For the first time in college history, the Shenandoah-Kirkland Initiative brought traditional dancers and artists from the Oneida Nation to perform at Hamilton College.

Daygot Leeyos, an Oneida rapper and music producer, performed several original raps that reflected the struggles and triumphs of being a human being. Her lyrics celebrated history, empowerment, and Native American identity.

After Leeyos’s performance, a group of dancers took the stage to teach the audience members traditional dance in the Haudenosaunee (Iroquois) tradition.

David Gagnidze ’18, president of the Shenandoah-Kirkland Initiative, hopes that such events will be a step toward mending the relationship between Hamilton College and the Oneida Nation. “Traditionally, the dances are only for the Oneida community, but we were really honored that they allowed us to participate at this event.”

The dancers, wearing traditional Oneida dress, circled around the stage and invited the guests to follow in their steps while they sang and played drums.
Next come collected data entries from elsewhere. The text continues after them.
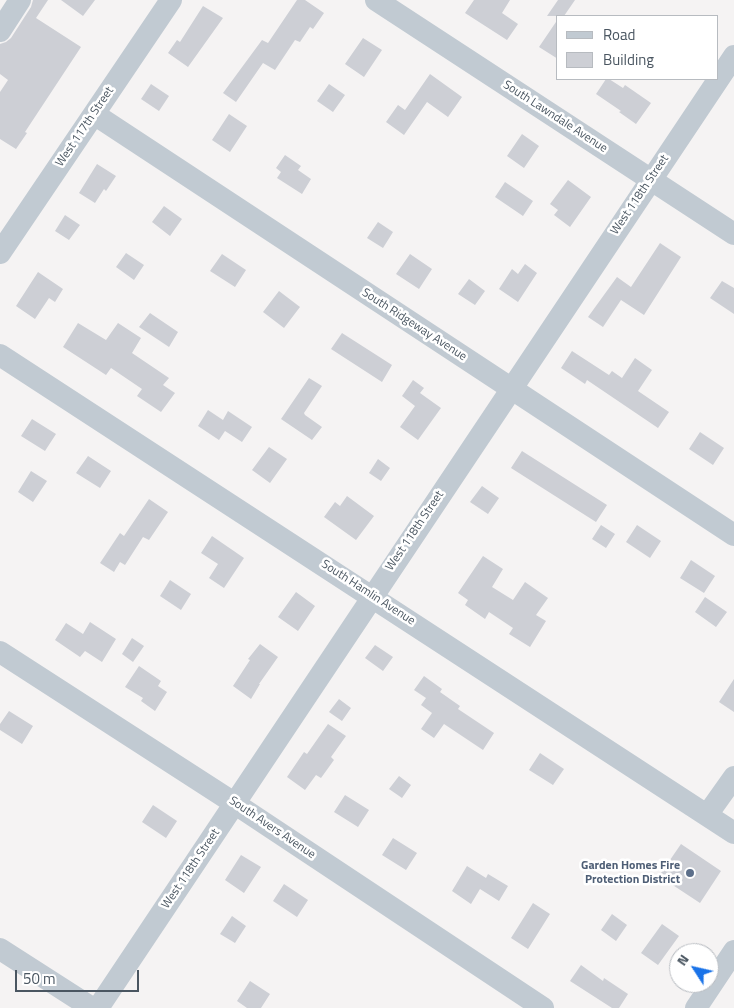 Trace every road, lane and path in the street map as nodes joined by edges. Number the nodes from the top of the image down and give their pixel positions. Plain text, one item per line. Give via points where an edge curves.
1 (20, 0) edge
2 (171, 0) edge
3 (376, 0) edge
4 (0, 31) edge
5 (734, 56) edge
6 (719, 78) edge
7 (718, 80) edge
8 (94, 114) junction
9 (650, 180) junction
10 (734, 234) edge
11 (0, 254) edge
12 (0, 355) edge
13 (511, 389) junction
14 (734, 535) edge
15 (372, 596) junction
16 (0, 652) edge
17 (734, 777) edge
18 (234, 803) junction
19 (707, 815) junction
20 (734, 833) edge
21 (0, 949) edge
22 (734, 951) edge
23 (92, 1008) edge
24 (98, 1008) edge
25 (543, 1008) edge
26 (696, 1008) edge

1 - 4 street
2 - 8 street, West 117th Street
3 - 9 street, South Lawndale Avenue
5 - 6 street, West 118th Street
7 - 9 street, West 118th Street
8 - 11 street, West 117th Street
8 - 13 street, South Ridgeway Avenue
9 - 10 street, South Lawndale Avenue
9 - 13 street, West 118th Street
12 - 15 street, South Hamlin Avenue
13 - 14 street, South Ridgeway Avenue
13 - 15 street, West 118th Street
15 - 18 street, West 118th Street
15 - 19 street, South Hamlin Avenue
16 - 18 street, South Avers Avenue
17 - 19 street
18 - 24 street, West 118th Street
18 - 25 street, South Avers Avenue
19 - 20 street, South Hamlin Avenue
21 - 23 street
22 - 26 street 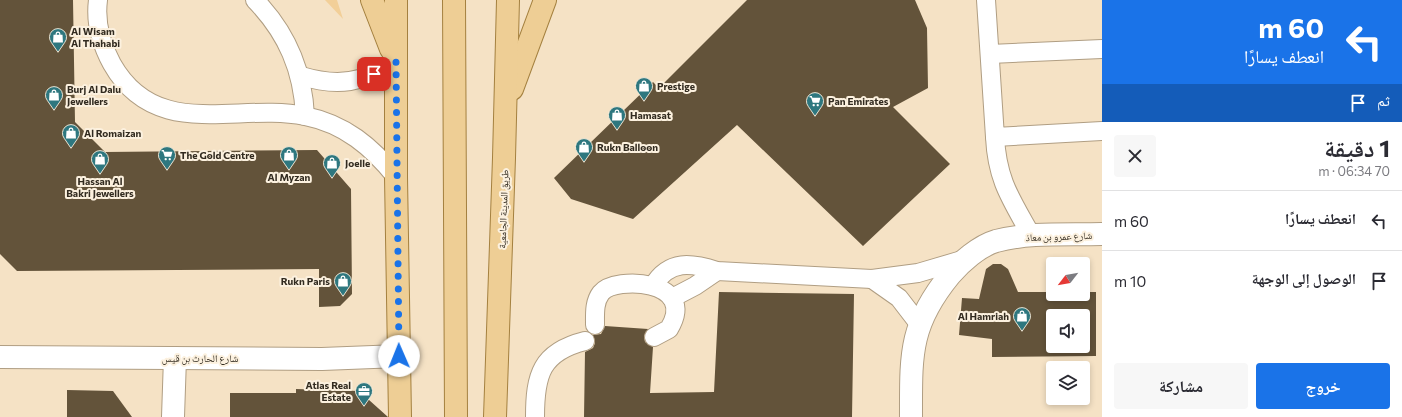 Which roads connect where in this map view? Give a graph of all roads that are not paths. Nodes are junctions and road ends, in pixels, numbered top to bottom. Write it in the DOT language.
graph roads {
  1 [pos="98,0"];
  2 [pos="255,0"];
  3 [pos="372,0"];
  4 [pos="396,0"];
  5 [pos="454,0"];
  6 [pos="508,0"];
  7 [pos="545,0"];
  8 [pos="986,0"];
  9 [pos="1102,49"];
  10 [pos="990,54"];
  11 [pos="396,62"];
  12 [pos="301,76"];
  13 [pos="506,105"];
  14 [pos="305,116"];
  15 [pos="1102,131"];
  16 [pos="995,137"];
  17 [pos="396,177"];
  18 [pos="1102,234"];
  19 [pos="1031,235"];
  20 [pos="962,260"];
  21 [pos="718,271"];
  22 [pos="872,279"];
  23 [pos="653,286"];
  24 [pos="672,298"];
  25 [pos="919,324"];
  26 [pos="595,325"];
  27 [pos="654,337"];
  28 [pos="585,341"];
  29 [pos="399,356"];
  30 [pos="0,357"];
  31 [pos="174,358"];
  32 [pos="173,417"];
  33 [pos="400,417"];
  34 [pos="456,417"];
  35 [pos="495,417"];
  36 [pos="535,417"];
  37 [pos="911,417"];
  1 -- 14 [label="lane"];
  2 -- 12 [label="lane"];
  3 -- 11 [label="main road"];
  4 -- 11 [label="main road"];
  5 -- 34 [label="main road"];
  6 -- 13 [label="main road, طريق المدينة الجامعية"];
  7 -- 13 [label="main road"];
  8 -- 10 [label="lane"];
  9 -- 10 [label="lane"];
  10 -- 16 [label="lane"];
  11 -- 12 [label="lane"];
  11 -- 17 [label="main road"];
  12 -- 14 [label="lane"];
  13 -- 35 [label="main road, طريق المدينة الجامعية"];
  14 -- 17 [label="lane"];
  15 -- 16 [label="lane"];
  16 -- 19 [label="lane"];
  17 -- 29 [label="main road"];
  18 -- 19 [label="street, شارع عمرو بن معاذ"];
  19 -- 20 [label="street, شارع عمرو بن معاذ"];
  20 -- 22 [label="lane"];
  20 -- 25 [label="street, شارع عمرو بن معاذ"];
  21 -- 22 [label="lane"];
  21 -- 23 [label="lane"];
  21 -- 24 [label="lane"];
  22 -- 25 [label="lane"];
  23 -- 24 [label="lane"];
  23 -- 26 [label="lane"];
  24 -- 27 [label="lane"];
  25 -- 37 [label="street, شارع عمرو بن معاذ"];
  28 -- 36 [label="lane"];
  29 -- 31 [label="street, شارع الحارث بن قيس"];
  29 -- 33 [label="main road"];
  30 -- 31 [label="street, شارع الحارث بن قيس"];
  31 -- 32 [label="street"];
} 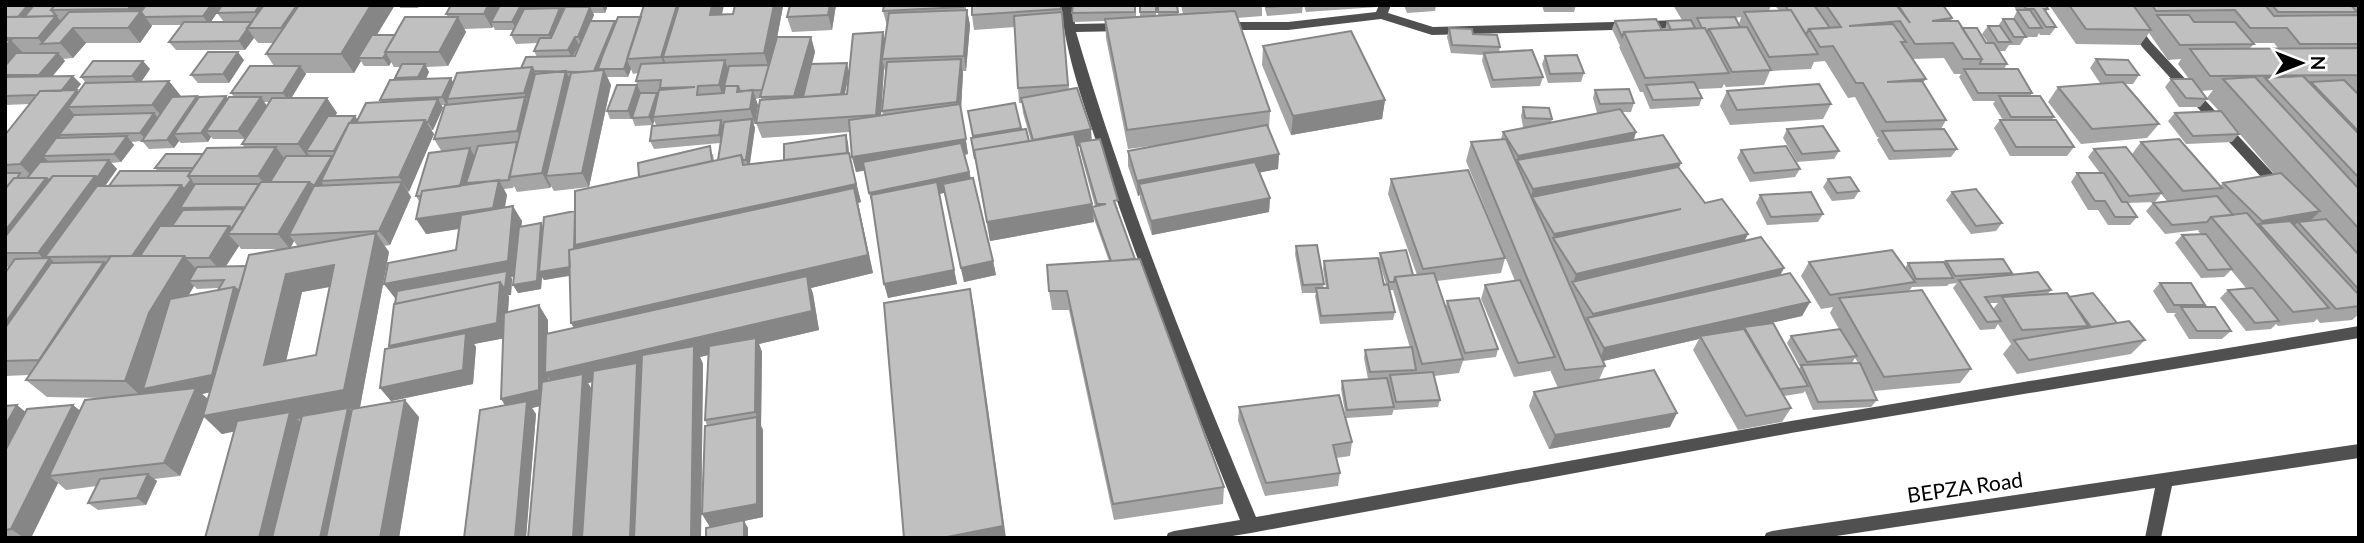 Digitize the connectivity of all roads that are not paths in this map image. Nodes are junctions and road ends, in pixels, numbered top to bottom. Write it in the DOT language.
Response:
graph roads {
  1 [pos="1067,5"];
  2 [pos="2117,5"];
  3 [pos="1383,10"];
  4 [pos="1691,24"];
  5 [pos="1205,26"];
  6 [pos="1138,27"];
  7 [pos="1069,28"];
  8 [pos="2285,195"];
  9 [pos="2359,332"];
  10 [pos="2359,452"];
  11 [pos="2165,480"];
  12 [pos="1251,526"];
  13 [pos="1174,538"];
  14 [pos="1772,538"];
  15 [pos="2153,538"];
  1 -- 7 [label="street"];
  2 -- 8 [label="street"];
  3 -- 4 [label="street"];
  3 -- 5 [label="street"];
  6 -- 7 [label="street"];
  7 -- 12 [label="street"];
  9 -- 12 [label="street"];
  10 -- 11 [label="street, BEPZA Road"];
  11 -- 14 [label="street, BEPZA Road"];
  11 -- 15 [label="street"];
  12 -- 13 [label="street"];
}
In between acts, the performers explained the meaning of their dances and the instruments used.

Lilly Pieper ’18, founder of the Shenandoah-Kirkland Initiative, was inspired by her experience at the Levitt Leadership Institute and her first-year orientation trip, American Freedom. “Knowing the history and the roots of the place that you’re living in is vital to really understanding it,” she said. “This event is a great opportunity to start a two-way relationship with the Oneidas and to open up our campus to them. Bringing social dancers and artists exposes more students and faculty members to this rich cultural history and it allows the Oneidas to share a piece of their culture.”

Gagnidze hopes that this dance could become an annual event for the community. “I could really see this being a fixture on our campus,” he said. “I hope that this will grow into a deeper relationship with the Oneida Nation. These dances are very meaningful for the Oneidas. We’re very grateful that they were kind enough to share that part of our culture with us.”